(Stored items)

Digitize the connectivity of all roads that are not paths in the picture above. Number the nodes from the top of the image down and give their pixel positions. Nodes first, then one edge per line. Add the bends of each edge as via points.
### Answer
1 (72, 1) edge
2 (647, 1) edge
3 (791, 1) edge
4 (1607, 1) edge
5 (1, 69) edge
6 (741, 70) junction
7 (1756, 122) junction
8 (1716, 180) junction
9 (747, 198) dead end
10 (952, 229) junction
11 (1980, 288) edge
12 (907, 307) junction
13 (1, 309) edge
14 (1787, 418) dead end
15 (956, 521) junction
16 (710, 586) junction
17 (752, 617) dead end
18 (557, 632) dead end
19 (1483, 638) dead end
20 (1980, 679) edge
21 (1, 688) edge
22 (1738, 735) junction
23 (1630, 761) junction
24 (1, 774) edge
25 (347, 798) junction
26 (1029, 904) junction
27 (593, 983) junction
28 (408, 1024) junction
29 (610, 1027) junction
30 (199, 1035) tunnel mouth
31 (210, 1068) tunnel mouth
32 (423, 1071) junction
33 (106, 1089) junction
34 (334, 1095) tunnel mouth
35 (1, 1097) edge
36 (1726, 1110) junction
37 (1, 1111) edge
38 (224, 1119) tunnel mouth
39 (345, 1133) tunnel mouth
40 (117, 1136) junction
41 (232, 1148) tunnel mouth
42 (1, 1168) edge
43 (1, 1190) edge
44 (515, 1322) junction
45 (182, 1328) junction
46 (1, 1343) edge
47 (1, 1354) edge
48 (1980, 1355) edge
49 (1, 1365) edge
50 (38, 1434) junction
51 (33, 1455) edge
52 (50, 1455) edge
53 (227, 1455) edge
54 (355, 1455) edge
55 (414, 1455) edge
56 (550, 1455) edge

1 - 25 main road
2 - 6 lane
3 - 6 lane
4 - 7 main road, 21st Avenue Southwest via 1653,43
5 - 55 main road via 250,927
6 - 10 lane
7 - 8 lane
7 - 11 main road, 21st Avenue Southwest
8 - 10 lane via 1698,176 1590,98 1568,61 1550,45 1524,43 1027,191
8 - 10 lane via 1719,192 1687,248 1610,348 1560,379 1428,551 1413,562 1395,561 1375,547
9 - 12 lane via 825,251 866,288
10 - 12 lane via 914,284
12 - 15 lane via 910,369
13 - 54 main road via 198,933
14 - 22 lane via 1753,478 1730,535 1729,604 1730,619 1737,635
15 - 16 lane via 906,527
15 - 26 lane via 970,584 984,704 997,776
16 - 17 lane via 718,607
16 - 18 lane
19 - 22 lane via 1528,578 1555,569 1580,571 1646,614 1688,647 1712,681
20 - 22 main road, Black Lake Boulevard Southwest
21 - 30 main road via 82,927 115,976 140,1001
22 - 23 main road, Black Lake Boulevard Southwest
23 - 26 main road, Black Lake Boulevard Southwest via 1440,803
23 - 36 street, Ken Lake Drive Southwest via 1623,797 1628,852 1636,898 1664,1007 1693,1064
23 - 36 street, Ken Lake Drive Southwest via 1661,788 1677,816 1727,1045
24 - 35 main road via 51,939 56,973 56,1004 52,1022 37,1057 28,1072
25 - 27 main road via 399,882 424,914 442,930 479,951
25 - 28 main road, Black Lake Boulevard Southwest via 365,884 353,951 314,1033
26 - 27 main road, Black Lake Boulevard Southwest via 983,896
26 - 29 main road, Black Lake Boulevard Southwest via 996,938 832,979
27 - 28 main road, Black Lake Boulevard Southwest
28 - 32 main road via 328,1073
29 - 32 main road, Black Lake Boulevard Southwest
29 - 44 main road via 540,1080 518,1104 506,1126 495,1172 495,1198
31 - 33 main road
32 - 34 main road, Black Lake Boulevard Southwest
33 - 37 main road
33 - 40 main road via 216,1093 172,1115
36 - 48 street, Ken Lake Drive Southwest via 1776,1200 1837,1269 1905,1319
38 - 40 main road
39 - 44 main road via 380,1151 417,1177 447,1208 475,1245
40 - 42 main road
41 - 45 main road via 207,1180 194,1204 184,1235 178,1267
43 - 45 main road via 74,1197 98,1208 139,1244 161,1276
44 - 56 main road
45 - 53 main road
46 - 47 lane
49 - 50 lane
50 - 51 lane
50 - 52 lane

What to produce: Copy every entry exactly. Leave nothing out.

Answer for the task:
Digitize the connectivity of all roads that are not paths in the picture above. Number the nodes from the top of the image down and give their pixel positions. Nodes first, then one edge per line. Add the bends of each edge as via points.
### Answer
1 (72, 1) edge
2 (647, 1) edge
3 (791, 1) edge
4 (1607, 1) edge
5 (1, 69) edge
6 (741, 70) junction
7 (1756, 122) junction
8 (1716, 180) junction
9 (747, 198) dead end
10 (952, 229) junction
11 (1980, 288) edge
12 (907, 307) junction
13 (1, 309) edge
14 (1787, 418) dead end
15 (956, 521) junction
16 (710, 586) junction
17 (752, 617) dead end
18 (557, 632) dead end
19 (1483, 638) dead end
20 (1980, 679) edge
21 (1, 688) edge
22 (1738, 735) junction
23 (1630, 761) junction
24 (1, 774) edge
25 (347, 798) junction
26 (1029, 904) junction
27 (593, 983) junction
28 (408, 1024) junction
29 (610, 1027) junction
30 (199, 1035) tunnel mouth
31 (210, 1068) tunnel mouth
32 (423, 1071) junction
33 (106, 1089) junction
34 (334, 1095) tunnel mouth
35 (1, 1097) edge
36 (1726, 1110) junction
37 (1, 1111) edge
38 (224, 1119) tunnel mouth
39 (345, 1133) tunnel mouth
40 (117, 1136) junction
41 (232, 1148) tunnel mouth
42 (1, 1168) edge
43 (1, 1190) edge
44 (515, 1322) junction
45 (182, 1328) junction
46 (1, 1343) edge
47 (1, 1354) edge
48 (1980, 1355) edge
49 (1, 1365) edge
50 (38, 1434) junction
51 (33, 1455) edge
52 (50, 1455) edge
53 (227, 1455) edge
54 (355, 1455) edge
55 (414, 1455) edge
56 (550, 1455) edge

1 - 25 main road
2 - 6 lane
3 - 6 lane
4 - 7 main road, 21st Avenue Southwest via 1653,43
5 - 55 main road via 250,927
6 - 10 lane
7 - 8 lane
7 - 11 main road, 21st Avenue Southwest
8 - 10 lane via 1698,176 1590,98 1568,61 1550,45 1524,43 1027,191
8 - 10 lane via 1719,192 1687,248 1610,348 1560,379 1428,551 1413,562 1395,561 1375,547
9 - 12 lane via 825,251 866,288
10 - 12 lane via 914,284
12 - 15 lane via 910,369
13 - 54 main road via 198,933
14 - 22 lane via 1753,478 1730,535 1729,604 1730,619 1737,635
15 - 16 lane via 906,527
15 - 26 lane via 970,584 984,704 997,776
16 - 17 lane via 718,607
16 - 18 lane
19 - 22 lane via 1528,578 1555,569 1580,571 1646,614 1688,647 1712,681
20 - 22 main road, Black Lake Boulevard Southwest
21 - 30 main road via 82,927 115,976 140,1001
22 - 23 main road, Black Lake Boulevard Southwest
23 - 26 main road, Black Lake Boulevard Southwest via 1440,803
23 - 36 street, Ken Lake Drive Southwest via 1623,797 1628,852 1636,898 1664,1007 1693,1064
23 - 36 street, Ken Lake Drive Southwest via 1661,788 1677,816 1727,1045
24 - 35 main road via 51,939 56,973 56,1004 52,1022 37,1057 28,1072
25 - 27 main road via 399,882 424,914 442,930 479,951
25 - 28 main road, Black Lake Boulevard Southwest via 365,884 353,951 314,1033
26 - 27 main road, Black Lake Boulevard Southwest via 983,896
26 - 29 main road, Black Lake Boulevard Southwest via 996,938 832,979
27 - 28 main road, Black Lake Boulevard Southwest
28 - 32 main road via 328,1073
29 - 32 main road, Black Lake Boulevard Southwest
29 - 44 main road via 540,1080 518,1104 506,1126 495,1172 495,1198
31 - 33 main road
32 - 34 main road, Black Lake Boulevard Southwest
33 - 37 main road
33 - 40 main road via 216,1093 172,1115
36 - 48 street, Ken Lake Drive Southwest via 1776,1200 1837,1269 1905,1319
38 - 40 main road
39 - 44 main road via 380,1151 417,1177 447,1208 475,1245
40 - 42 main road
41 - 45 main road via 207,1180 194,1204 184,1235 178,1267
43 - 45 main road via 74,1197 98,1208 139,1244 161,1276
44 - 56 main road
45 - 53 main road
46 - 47 lane
49 - 50 lane
50 - 51 lane
50 - 52 lane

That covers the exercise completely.